BEGIN Excerpted records
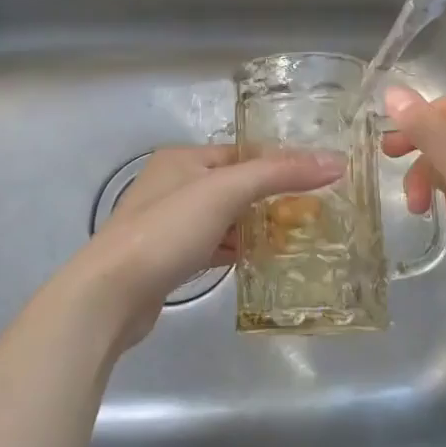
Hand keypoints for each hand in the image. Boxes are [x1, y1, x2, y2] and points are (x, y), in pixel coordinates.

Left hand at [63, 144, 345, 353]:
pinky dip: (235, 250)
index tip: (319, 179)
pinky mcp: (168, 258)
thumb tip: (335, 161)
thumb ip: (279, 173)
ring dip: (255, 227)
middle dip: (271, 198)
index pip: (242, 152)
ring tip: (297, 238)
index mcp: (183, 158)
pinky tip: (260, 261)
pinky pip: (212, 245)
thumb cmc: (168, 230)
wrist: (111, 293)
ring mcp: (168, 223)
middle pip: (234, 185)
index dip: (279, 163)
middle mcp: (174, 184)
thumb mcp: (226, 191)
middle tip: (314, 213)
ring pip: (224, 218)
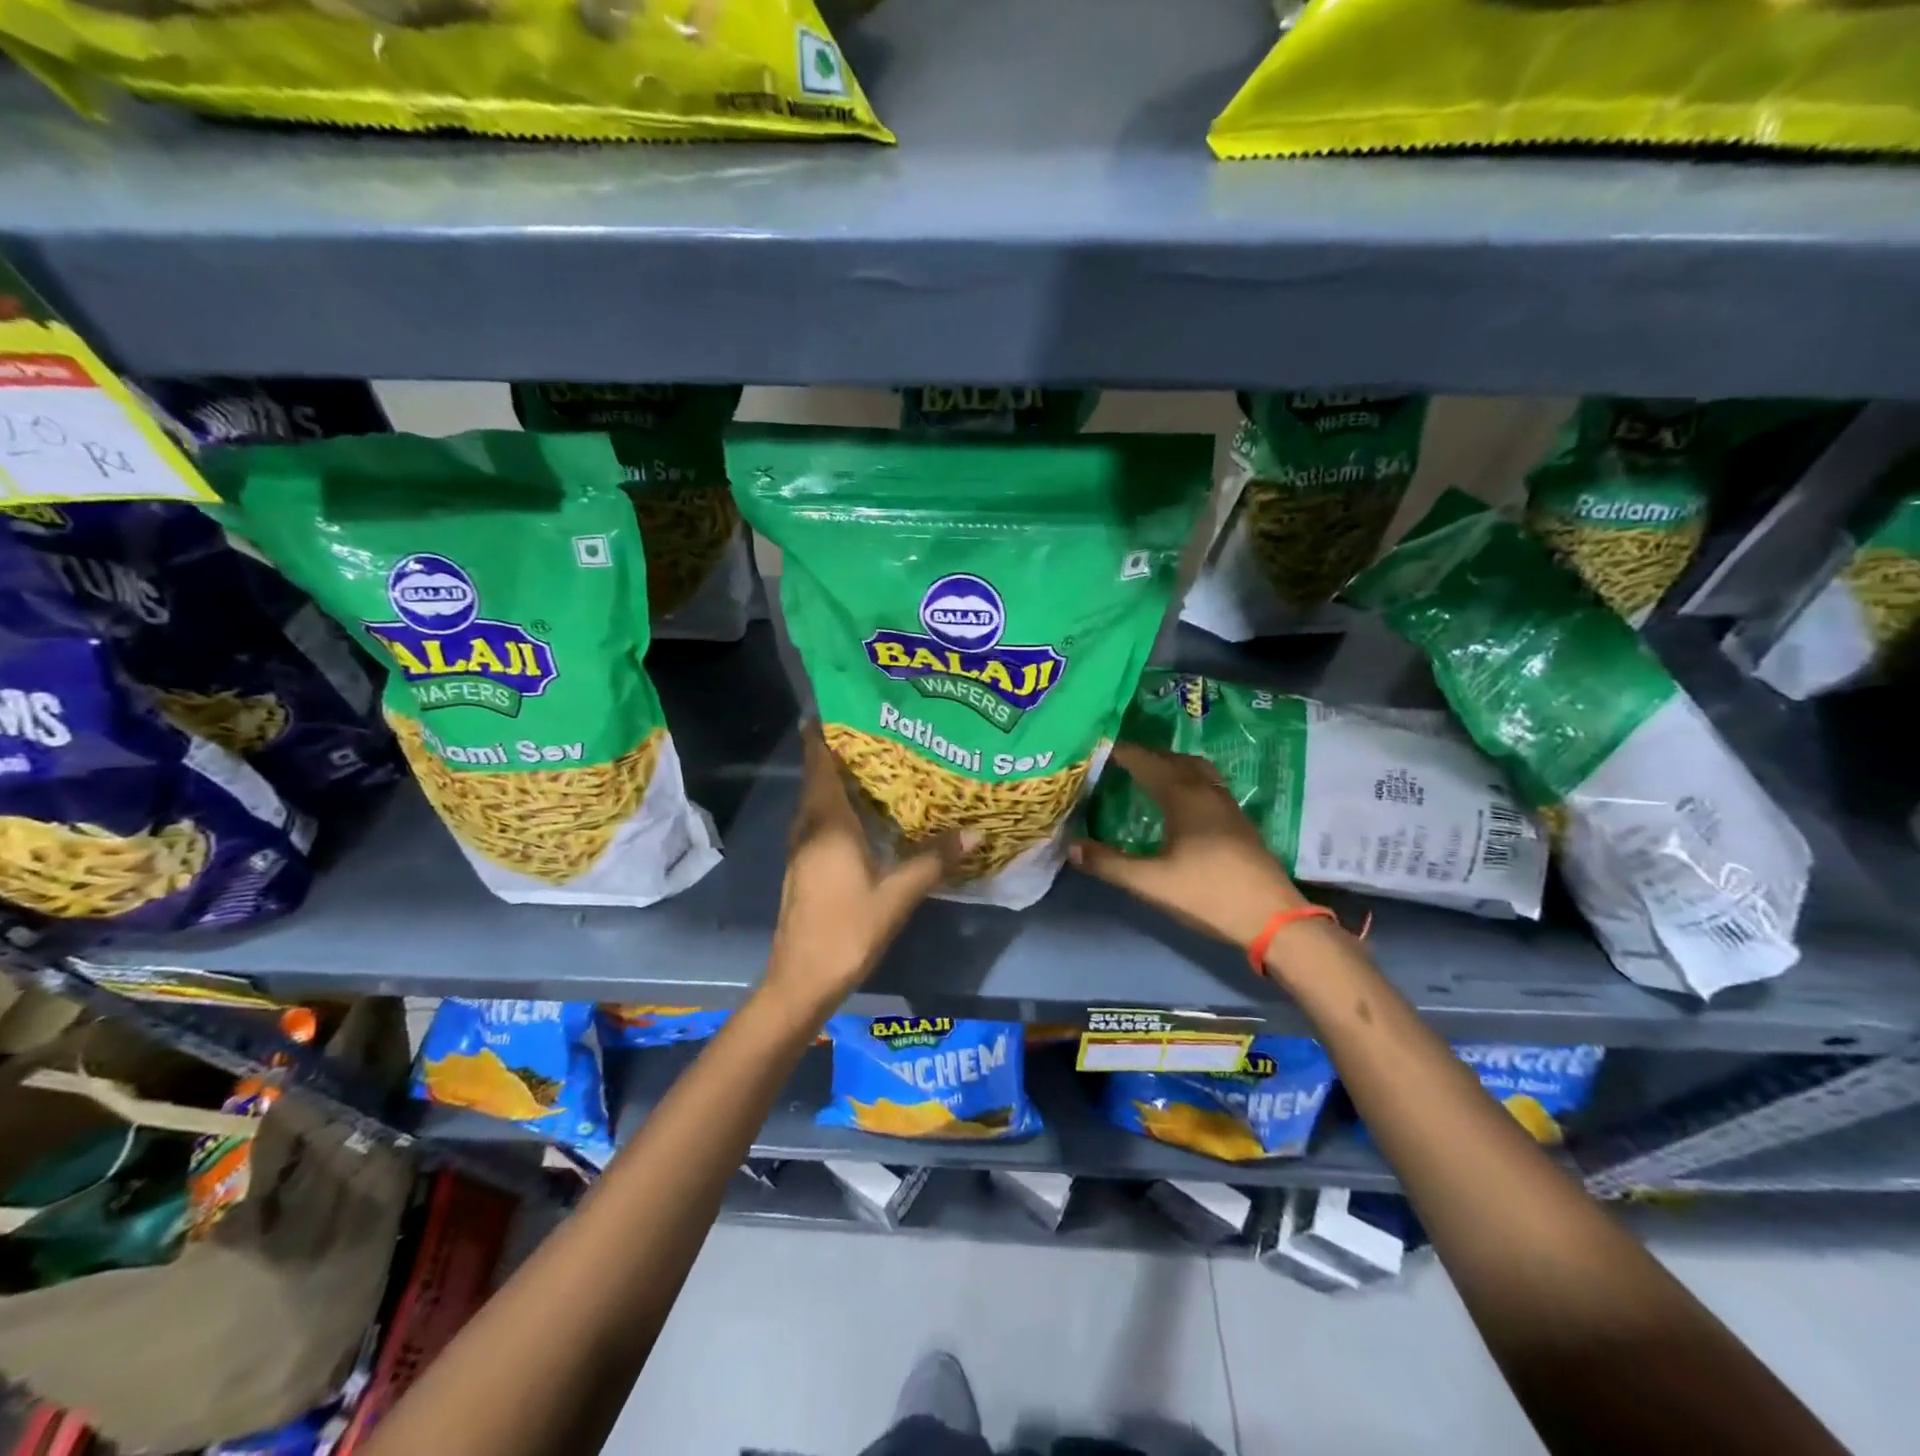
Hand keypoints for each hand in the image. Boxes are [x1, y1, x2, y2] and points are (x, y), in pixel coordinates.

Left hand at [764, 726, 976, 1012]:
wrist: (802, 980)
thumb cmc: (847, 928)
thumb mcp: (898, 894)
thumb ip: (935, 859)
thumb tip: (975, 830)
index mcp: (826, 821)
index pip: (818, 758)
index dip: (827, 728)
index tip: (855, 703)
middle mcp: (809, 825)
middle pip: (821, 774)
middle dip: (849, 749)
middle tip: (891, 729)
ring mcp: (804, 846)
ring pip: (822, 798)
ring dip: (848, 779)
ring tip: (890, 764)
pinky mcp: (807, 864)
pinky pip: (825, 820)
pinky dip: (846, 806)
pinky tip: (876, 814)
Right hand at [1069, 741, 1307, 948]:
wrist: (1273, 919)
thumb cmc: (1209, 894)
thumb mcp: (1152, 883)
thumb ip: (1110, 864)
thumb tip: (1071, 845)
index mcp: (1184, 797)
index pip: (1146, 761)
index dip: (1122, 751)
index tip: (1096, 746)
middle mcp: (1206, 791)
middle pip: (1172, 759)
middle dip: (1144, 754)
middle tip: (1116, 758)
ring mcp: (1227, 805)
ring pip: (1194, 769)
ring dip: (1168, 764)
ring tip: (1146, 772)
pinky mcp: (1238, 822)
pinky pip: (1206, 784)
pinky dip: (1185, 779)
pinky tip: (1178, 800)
END Excerpted records
BEGIN Excerpted records
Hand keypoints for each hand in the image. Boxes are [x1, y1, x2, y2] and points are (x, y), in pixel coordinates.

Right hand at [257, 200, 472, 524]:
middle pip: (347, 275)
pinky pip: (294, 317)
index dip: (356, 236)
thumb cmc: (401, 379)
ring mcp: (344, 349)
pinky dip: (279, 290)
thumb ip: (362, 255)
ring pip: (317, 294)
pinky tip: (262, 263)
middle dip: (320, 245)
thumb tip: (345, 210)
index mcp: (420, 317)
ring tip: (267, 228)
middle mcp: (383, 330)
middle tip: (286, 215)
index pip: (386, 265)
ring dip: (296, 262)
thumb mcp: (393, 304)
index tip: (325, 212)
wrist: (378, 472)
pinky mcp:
END Excerpted records
Problem requirements >>
Return the span of lines in the data above that opens at the line with "thumb tip: (975, 830)" and closes at the line with "pinky tip: (1178, 800)", exactly, ends included, nothing else.

Answer below >>
thumb tip: (975, 830)
index mcp: (826, 821)
index pip: (818, 758)
index dip: (827, 728)
index tip: (855, 703)
middle mcp: (809, 825)
middle pip: (821, 774)
middle dip: (849, 749)
middle tip: (891, 729)
ring mcp: (804, 846)
ring pip: (822, 798)
ring dip: (848, 779)
ring tip: (890, 764)
pinky mcp: (807, 864)
pinky pip: (825, 820)
pinky dip: (846, 806)
pinky tip: (876, 814)
Right hand at [1069, 741, 1307, 948]:
wrist: (1273, 919)
thumb cmc: (1209, 894)
thumb mcp: (1152, 883)
thumb ip: (1110, 864)
thumb tip: (1071, 845)
index mcp: (1184, 797)
index pip: (1146, 761)
index dip: (1122, 751)
index tip: (1096, 746)
middle mcp: (1206, 791)
middle pip: (1172, 759)
middle dip: (1144, 754)
middle tip: (1116, 758)
ring mcp: (1227, 805)
ring pip: (1194, 769)
ring dip: (1168, 764)
ring tip: (1146, 772)
pinky mcp: (1238, 822)
pinky pip: (1206, 784)
pinky dip: (1185, 779)
pinky tip: (1178, 800)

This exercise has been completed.